• _Entries supplied_
========================================

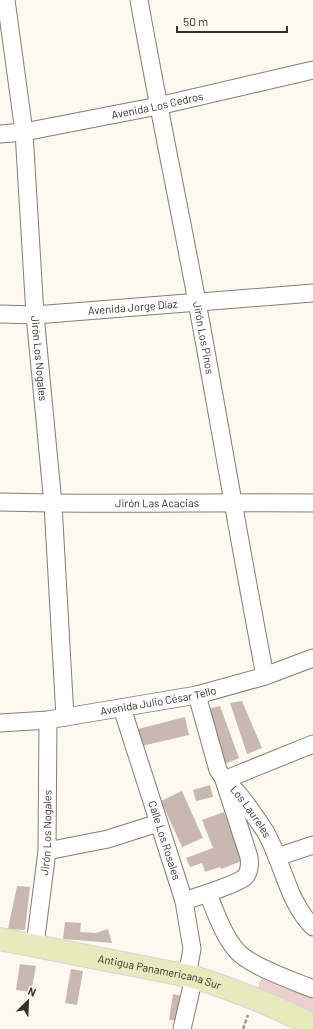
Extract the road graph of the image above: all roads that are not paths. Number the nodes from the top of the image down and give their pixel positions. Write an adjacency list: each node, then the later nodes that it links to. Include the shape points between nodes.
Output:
1 (6, 0): 5 (street, Jirón Los Nogales)
2 (139, 0): 4 (street, Jirón Los Pinos)
3 (313, 70): 4 (street, Avenida Los Cedros)
4 (158, 106): 5 (street, Avenida Los Cedros); 8 (street, Jirón Los Pinos)
5 (24, 132): 6 (street, Avenida Los Cedros); 10 (street, Jirón Los Nogales)
6 (0, 134)
7 (313, 293): 8 (street, Avenida Jorge Díaz)
8 (196, 301): 10 (street, Avenida Jorge Díaz); 12 (street, Jirón Los Pinos)
9 (0, 314): 10 (street, Avenida Jorge Díaz)
10 (35, 314): 14 (street, Jirón Los Nogales)
11 (0, 502): 14 (street, Jirón Las Acacias)
12 (232, 502): 13 (street, Jirón Las Acacias); 14 (street, Jirón Las Acacias); 16 (street, Jirón Los Pinos)
13 (313, 503)
14 (53, 504): 19 (street, Jirón Los Nogales)
15 (313, 658): 16 (street, Avenida Julio César Tello)
16 (265, 676): 17 (street, Avenida Julio César Tello)
17 (197, 695): 18 (street, Avenida Julio César Tello); 23 (street, Los Laureles, via 218,770)
18 (122, 708): 19 (street, Avenida Julio César Tello); 24 (street, Calle Los Rosales)
19 (65, 717): 20 (street, Avenida Julio César Tello)
20 (48, 720): 21 (street, Avenida Julio César Tello); 26 (street, Jirón Los Nogales)
21 (0, 723)
22 (313, 744): 23 (street)
23 (224, 780): 27 (street, Los Laureles, via 239,795 264,831); 28 (street, via 250,865 242,880)
24 (158, 824): 26 (street, via 108,839); 29 (street, Calle Los Rosales)
25 (313, 845): 27 (street)
26 (47, 851): 32 (street, Jirón Los Nogales)
27 (277, 857): 30 (street, Los Laureles, via 291,896)
28 (208, 894): 29 (street); 34 (street, via 222,928 237,951 261,967)
29 (184, 901): 33 (street, Calle Los Rosales, via 192,949)
30 (313, 927)
31 (0, 939): 32 (main road, Antigua Panamericana Sur)
32 (35, 945): 33 (main road, Antigua Panamericana Sur)
33 (190, 976): 35 (main road, Antigua Panamericana Sur, via 278,1008); 36 (street, Calle Los Rosales)
34 (313, 989)
35 (313, 1026)
36 (182, 1029)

========================================

• _Your task_
Pull every line holding "Jirón" out of the records.

• _Reply to the task_
1 (6, 0): 5 (street, Jirón Los Nogales)
2 (139, 0): 4 (street, Jirón Los Pinos)
4 (158, 106): 5 (street, Avenida Los Cedros); 8 (street, Jirón Los Pinos)
5 (24, 132): 6 (street, Avenida Los Cedros); 10 (street, Jirón Los Nogales)
8 (196, 301): 10 (street, Avenida Jorge Díaz); 12 (street, Jirón Los Pinos)
10 (35, 314): 14 (street, Jirón Los Nogales)
11 (0, 502): 14 (street, Jirón Las Acacias)
12 (232, 502): 13 (street, Jirón Las Acacias); 14 (street, Jirón Las Acacias); 16 (street, Jirón Los Pinos)
14 (53, 504): 19 (street, Jirón Los Nogales)
20 (48, 720): 21 (street, Avenida Julio César Tello); 26 (street, Jirón Los Nogales)
26 (47, 851): 32 (street, Jirón Los Nogales)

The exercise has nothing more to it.